Özellikle New york okulunun modern yorumunda biçime vurgu ne kadar önemli olsa da, biçime verilen bu özel önem sanatta soyutlamayı da güçlendirdiğinden bakılan resmin bize verdiği ilk duyguların derindeki anlamlarının ne olduğunu sorgulamamız için Hegel’in çok önceden tahmin ettiği gibi dönemde sanat eserine bakarken biçimin önemi vurgulanmasına rağmen felsefi düşünmenin önemi de çok arttı.
***
Bu sanatçıların ağır felsefi metinleri de çalıştıkları anlamına gelmiyordu tabii. Gayet tabii bunu yapan bazıları vardı ama çoğu sanatçı ortamlarında konuşulan felsefe ekollerinden ister istemez etkileniyordu.
Bu nedenle sanatı anlamaya çalışan herkes, derinliğine incelemese de dönemdeki sanatı belirleyen ortamlarda konuşulan, galerilerde partilerde üzerine sohbet edilen felsefi ekollere bir göz atıp geçecek kadar da olsa haberdar olmak zorunda. O nedenle şimdi değinmek zorunda olduğum konuyu belki başta tepkiyle karşılayacaksınız ama inanın ki bu yazım felsefe konusuna girerek bir entelektüel tatmin oluşturma çabası değil, hayır, sadece dönemin sanatçılarının nasıl düşündüğünü anlama çabasının zorunlu bir sonucu.
***
Modernizmde ve daha genelde soyut çalışmalarda amaç da nesneleri her türlü keyfilikten kurtararak onların özünü kavrama, ortaya çıkarma çabasıdır.
Bu tabii ki sadece bu basit anlatımıyla bile Husserl’in fenomenolojisini çağrıştırmaktadır.
Fenomenoloji özetle yaşanmış deneyimi araştıran felsefedir.
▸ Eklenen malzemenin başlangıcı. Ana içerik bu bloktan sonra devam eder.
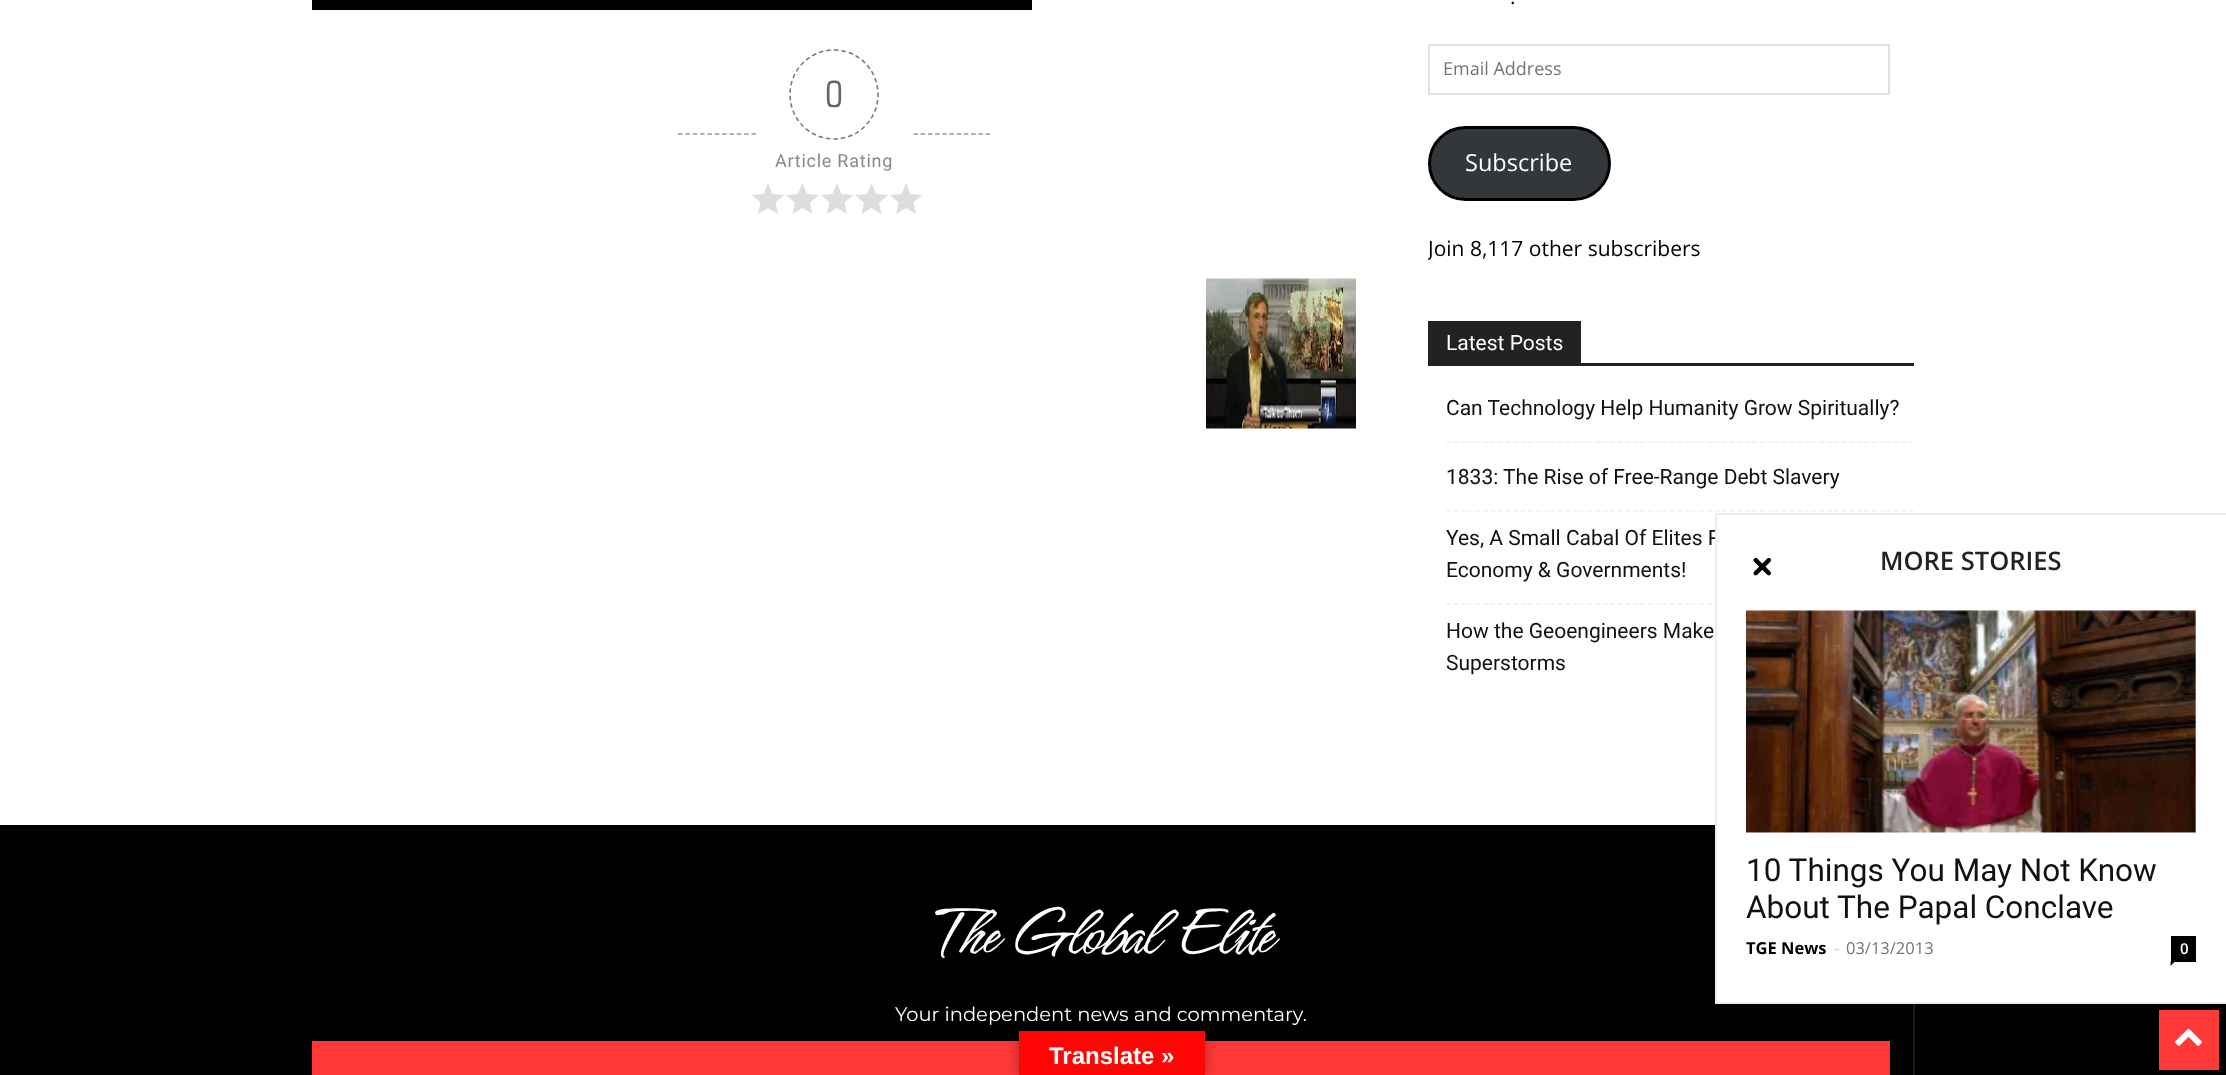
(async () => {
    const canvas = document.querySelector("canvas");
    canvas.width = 2226;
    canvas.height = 1075;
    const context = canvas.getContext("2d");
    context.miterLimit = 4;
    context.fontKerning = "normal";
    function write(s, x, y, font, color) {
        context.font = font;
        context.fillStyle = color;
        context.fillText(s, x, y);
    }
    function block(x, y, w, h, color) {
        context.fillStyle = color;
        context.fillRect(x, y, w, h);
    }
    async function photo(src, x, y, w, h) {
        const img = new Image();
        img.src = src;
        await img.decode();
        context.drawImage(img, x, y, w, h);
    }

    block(0, 0, 2226, 1075, "rgb(255, 255, 255)");
    block(312, 0, 720, 10, "rgb(0, 0, 0)");
    context.beginPath();
    context.moveTo(678, 134);
    context.lineTo(756, 134);
    context.strokeStyle = "rgb(153, 153, 153)";
    context.lineWidth = 1.5;
    context.setLineDash([4.5, 2.85]);
    context.stroke();
    context.beginPath();
    context.moveTo(834, 50);
    context.bezierCurveTo(858.5, 50, 878, 70, 878, 94.5);
    context.bezierCurveTo(878, 119, 858.5, 139, 834, 139);
    context.bezierCurveTo(809.5, 139, 790, 119, 790, 94.5);
    context.bezierCurveTo(790, 70, 809.5, 50, 834, 50);
    context.closePath();
    context.strokeStyle = "rgb(119, 119, 119)";
    context.setLineDash([4.5, 3]);
    context.stroke();
    write("0", 825, 107, "36px 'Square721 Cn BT'", "rgb(102, 102, 102)");
    context.letterSpacing = "0.75px";
    write("Article Rating", 775, 167, "18px Roboto", "rgb(136, 136, 136)");
    context.fillStyle = "rgb(221, 221, 221)";
    context.beginPath();
    context.moveTo(768, 208);
    context.lineTo(778, 214);
    context.lineTo(775.5, 202.5);
    context.lineTo(784, 195);
    context.lineTo(772.5, 194);
    context.lineTo(768, 183);
    context.lineTo(763.5, 194);
    context.lineTo(752, 195);
    context.lineTo(760.5, 202.5);
    context.lineTo(758, 214);
    context.closePath();
    context.fill();
    context.beginPath();
    context.moveTo(802.5, 208);
    context.lineTo(812.5, 214);
    context.lineTo(810, 202.5);
    context.lineTo(819, 195);
    context.lineTo(807, 194);
    context.lineTo(802.5, 183);
    context.lineTo(798, 194);
    context.lineTo(786, 195);
    context.lineTo(795, 202.5);
    context.lineTo(792.5, 214);
    context.closePath();
    context.fill();
    context.beginPath();
    context.moveTo(837, 208);
    context.lineTo(847, 214);
    context.lineTo(844.5, 202.5);
    context.lineTo(853, 195);
    context.lineTo(841.5, 194);
    context.lineTo(837, 183);
    context.lineTo(832.5, 194);
    context.lineTo(821, 195);
    context.lineTo(829.5, 202.5);
    context.lineTo(827, 214);
    context.closePath();
    context.fill();
    context.beginPath();
    context.moveTo(871.5, 208);
    context.lineTo(881.5, 214);
    context.lineTo(879, 202.5);
    context.lineTo(888, 195);
    context.lineTo(876, 194);
    context.lineTo(871.5, 183);
    context.lineTo(867, 194);
    context.lineTo(855, 195);
    context.lineTo(864, 202.5);
    context.lineTo(861.5, 214);
    context.closePath();
    context.fill();
    context.beginPath();
    context.moveTo(906, 208);
    context.lineTo(916, 214);
    context.lineTo(913.5, 202.5);
    context.lineTo(922, 195);
    context.lineTo(910.5, 194);
    context.lineTo(906, 183);
    context.lineTo(901.5, 194);
    context.lineTo(890, 195);
    context.lineTo(898.5, 202.5);
    context.lineTo(896, 214);
    context.closePath();
    context.fill();
    context.beginPath();
    context.moveTo(913.5, 134);
    context.lineTo(990, 134);
    context.strokeStyle = "rgb(153, 153, 153)";
    context.setLineDash([4.5, 2.7]);
    context.stroke();
    await photo("media/1.png", 1206, 278, 150, 151);
    context.letterSpacing = "0px";
    write(".", 1510, 4, "21px Open Sans", "rgb(0, 0, 0)");
    context.strokeStyle = "rgb(225, 225, 225)";
    context.lineWidth = 2;
    context.setLineDash([]);
    context.strokeRect(1429, 45, 460, 49);
    write("Email Address", 1443, 75, "18px Open Sans", "rgb(117, 117, 117)");
    context.fillStyle = "rgb(50, 55, 60)";
    context.beginPath();
    context.roundRect(1429.5, 127.5, 180, 72, 36);
    context.fill();
    context.strokeStyle = "rgb(0, 0, 0)";
    context.lineWidth = 3;
    context.stroke();
    write("Subscribe", 1465, 171, "23.5px Open Sans", "rgb(255, 255, 255)");
    context.save();
    context.beginPath();
    context.rect(1428, 0, 486, 264);
    context.clip();
    write("Join 8,117 other subscribers", 1428, 256, "21px Open Sans", "rgb(0, 0, 0)");
    context.restore();
    block(1428, 363, 486, 3, "rgb(34, 34, 34)");
    block(1428, 321, 153, 42, "rgb(34, 34, 34)");
    write("Latest Posts", 1446, 350, "21px Roboto", "rgb(255, 255, 255)");
    context.beginPath();
    context.moveTo(1446, 442);
    context.lineTo(1914, 442);
    context.strokeStyle = "rgb(241, 241, 241)";
    context.lineWidth = 1.5;
    context.setLineDash([4.5, 2.97]);
    context.stroke();
    write("Can Technology Help Humanity Grow Spiritually?", 1446, 415, "21px Roboto", "rgb(17, 17, 17)");
    context.beginPath();
    context.moveTo(1446, 511);
    context.lineTo(1914, 511);
    context.stroke();
    write("1833: The Rise of Free-Range Debt Slavery", 1446, 484, "21px Roboto", "rgb(17, 17, 17)");
    context.beginPath();
    context.moveTo(1446, 604);
    context.lineTo(1914, 604);
    context.stroke();
    write("Yes, A Small Cabal Of Elites R", 1446, 545, "21px Roboto", "rgb(17, 17, 17)");
    write("Economy & Governments!", 1446, 577, "21px Roboto", "rgb(17, 17, 17)");
    write("How the Geoengineers Make", 1446, 638, "21px Roboto", "rgb(17, 17, 17)");
    write("Superstorms", 1446, 670, "21px Roboto", "rgb(17, 17, 17)");
    block(0, 825, 2226, 250, "rgb(0, 0, 0)");
    block(1913, 1004, 2, 71, "rgb(26, 26, 26)");
    context.letterSpacing = "-3px";
    write("The Global Elite", 934, 953, "75px Hurricane", "rgb(255, 255, 255)");
    context.letterSpacing = "0px";
    write("Your independent news and commentary.", 895, 1021, "100 19.5px Montserrat", "rgb(255, 255, 255)");
    block(312, 1041, 1578, 34, "rgb(255, 56, 56)");
    block(1717, 530, 509, 472, "rgb(255, 255, 255)");
    block(1715, 513, 511, 2, "rgb(237, 237, 237)");
    block(1715, 1002, 511, 2, "rgb(237, 237, 237)");
    block(1715, 513, 2, 491, "rgb(237, 237, 237)");
    await photo("media/2.png", 1753, 557, 18, 19);
    write("MORE STORIES", 1880, 570, "600 25.5px Open Sans", "rgb(34, 34, 34)");
    await photo("media/3.png", 1746, 610, 450, 223);
    write("10 Things You May Not Know", 1746, 881, "31.5px Roboto", "rgb(17, 17, 17)");
    write("About The Papal Conclave", 1746, 918, "31.5px Roboto", "rgb(17, 17, 17)");
    write("TGE News", 1746, 954, "bold 16.5px Open Sans", "rgb(0, 0, 0)");
    write("-", 1834, 954, "16.5px Open Sans", "rgb(204, 204, 204)");
    write("03/13/2013", 1846, 954, "16.5px Open Sans", "rgb(117, 117, 117)");
    block(2171, 936, 25, 26, "rgb(0, 0, 0)");
    write("0", 2180, 954, "600 15px Open Sans", "rgb(255, 255, 255)");
    context.fillStyle = "rgb(0, 0, 0)";
    context.beginPath();
    context.moveTo(2170.5, 961.5);
    context.lineTo(2175, 961.5);
    context.lineTo(2170.5, 966);
    context.closePath();
    context.fill();
    context.fillStyle = "rgba(0, 0, 0, 0.3)";
    context.filter = "blur(7px)";
    context.beginPath();
    context.rect(1019, 1031, 186, 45);
    context.fill();
    context.filter = "none";
    block(1019, 1031, 186, 44, "rgb(255, 5, 5)");
    write("Translate »", 1049, 1064, "bold 24px Liberation Sans", "rgb(255, 255, 255)");
    block(2159, 1010, 60, 60, "rgb(255, 56, 56)");
    await photo("media/4.png", 2175, 1028, 27, 18);
})();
Husserl direkt insan deneyiminin derinlemesine felsefesini yapmıştır. Bireyin her gün karşı karşıya olduğu fenomenler dünyasında ‘Fenomenolojik yöntem’ öncelikle bir öz araştırmasıdır; fenomenleri, yani görünenleri araştırır ve bu fenomenleri her türlü bireysellik, keyfilikten yalıtmak suretiyle onların özünü ortaya çıkarmaya çalışır (‘soyut Sanat Felsefesi’ Şule Gece s.599).
Fenomenolojik yöntem ele alınan fenomenin görüntüde olan duyusal olan özelliklerini parantez içine alıp parantez içine alınamayan, duygusal olmayan, her türlü tesadüflükten arınan bir iç gerçekliği bulma yöntemidir.
Fenomenolojideki ‘paranteze alma’ şeklinde ifade edilen şey modern sanattaki temsilin, mimesis’in reddidir aslında.
***
Modern sanat temsili reddettikten sonra soyutlamasıyla objeyi kendi formundan sıyırır ve onu gerçek özü içinde kavramaya çalışır. bu özü kavramak da diğer görüntüde olanların paranteze alınmasıyla gerçekleşir.
Gerçek yaşamdaki fenomenlerin çoğunluğu rastlantısaldır. Ancak buna rağmen bir özün var olduğu sezgisel bir ipucu olarak vardır. Fenomenolojik yöntem de bu sezgisel olarak var olduğu düşünülen özü diğer her şeyi paranteze alarak ortaya çıkarmaktır.
***
Mesela Mondrian 1908’den itibaren bir dizi ağaç düzenlemeleri resim serisi yapmaya başladı. Sanatçının amacı fenomonolojik yöntemde olduğu gibi ağaç deneyiminden hareketle bu yaşamın akışında değişmeden kalan ağacın özünü ortaya çıkarmaktı. Serinin ilk resmindeki ağaç hepimizin hemen tanıyacağı formdaydı. Ancak dizi 1913’e gelindiğinde resimdeki ağaç neredeyse tanınmaz haldeydi. Aynı şekilde De Stilj dergisinin kurucusu ressam Theo van Doesburg soyutlama sürecini kullanarak Mondrian gibi resmi tanınabilir özelliklerinden soymayı denemiştir Cows tablosunda. ineğin özüne ulaşmayı amaçlayan resim sonunda ineğin her türlü tanınabilir özelliklerinden yoksundur, aynı Mondrian’ın ağacında olduğu gibi.
Mondrian resminde öze ait olmayan bütün nesneleri atarak (yani onları paranteze alarak) sadece üç ana rengi kullanarak soyut resimler de yaptı. bu da bir anlamda fenomenolojik indirgemecilikti.